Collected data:
————————
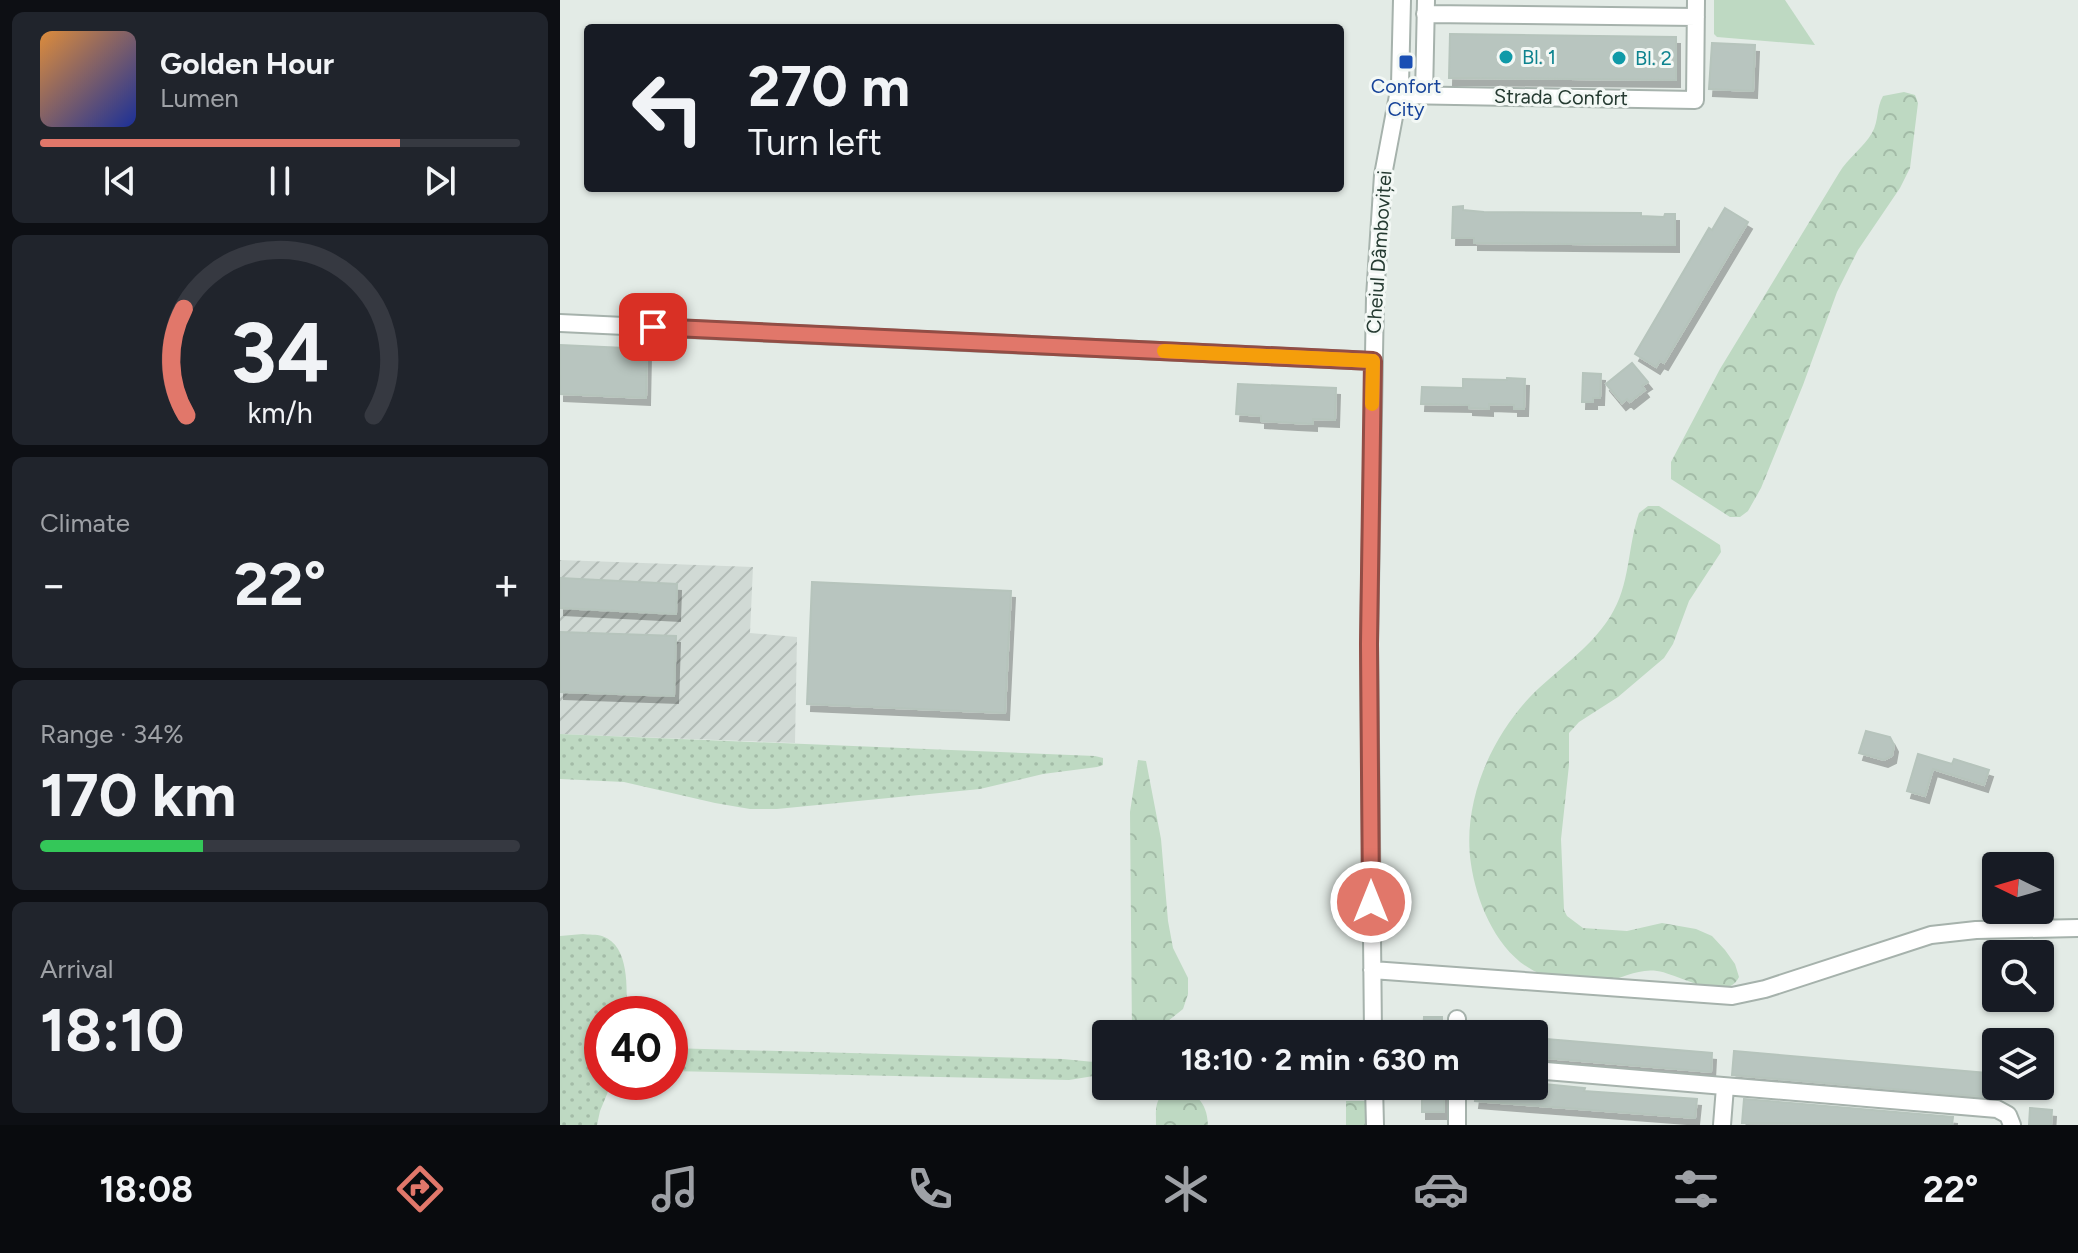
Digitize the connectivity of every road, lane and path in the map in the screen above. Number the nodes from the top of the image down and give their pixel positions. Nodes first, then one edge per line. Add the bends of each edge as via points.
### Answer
1 (1402, 0) edge
2 (1426, 7) edge
3 (1696, 8) edge
4 (1399, 95) junction
5 (1424, 95) junction
6 (560, 323) edge
7 (1373, 361) junction
8 (2078, 928) edge
9 (1372, 970) junction
10 (1373, 1020) edge
11 (1548, 1071) edge
12 (1725, 1087) junction
13 (1374, 1100) edge
14 (1457, 1100) edge
15 (1375, 1125) edge
16 (1457, 1125) edge
17 (1722, 1125) edge
18 (2012, 1125) edge

1 - 4 street, Cheiul Dâmboviței
2 - 3 street, Strada Confort
2 - 5 street, Strada Confort
3 - 5 street, Strada Confort via 1695,100
4 - 5 street
4 - 7 street, Cheiul Dâmboviței via 1381,197
6 - 7 street
7 - 9 street, Cheiul Dâmboviței
8 - 9 street via 1931,935 1732,996
9 - 10 street, Cheiul Dâmboviței
11 - 12 street
12 - 17 street
12 - 18 street via 1997,1109
13 - 15 street
14 - 16 street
————————
PROMPT |
Once the pictures are set aside, write out each record exactly.

ANSWER TO THE PROBLEM |
Digitize the connectivity of every road, lane and path in the map in the screen above. Number the nodes from the top of the image down and give their pixel positions. Nodes first, then one edge per line. Add the bends of each edge as via points.
### Answer
1 (1402, 0) edge
2 (1426, 7) edge
3 (1696, 8) edge
4 (1399, 95) junction
5 (1424, 95) junction
6 (560, 323) edge
7 (1373, 361) junction
8 (2078, 928) edge
9 (1372, 970) junction
10 (1373, 1020) edge
11 (1548, 1071) edge
12 (1725, 1087) junction
13 (1374, 1100) edge
14 (1457, 1100) edge
15 (1375, 1125) edge
16 (1457, 1125) edge
17 (1722, 1125) edge
18 (2012, 1125) edge

1 - 4 street, Cheiul Dâmboviței
2 - 3 street, Strada Confort
2 - 5 street, Strada Confort
3 - 5 street, Strada Confort via 1695,100
4 - 5 street
4 - 7 street, Cheiul Dâmboviței via 1381,197
6 - 7 street
7 - 9 street, Cheiul Dâmboviței
8 - 9 street via 1931,935 1732,996
9 - 10 street, Cheiul Dâmboviței
11 - 12 street
12 - 17 street
12 - 18 street via 1997,1109
13 - 15 street
14 - 16 street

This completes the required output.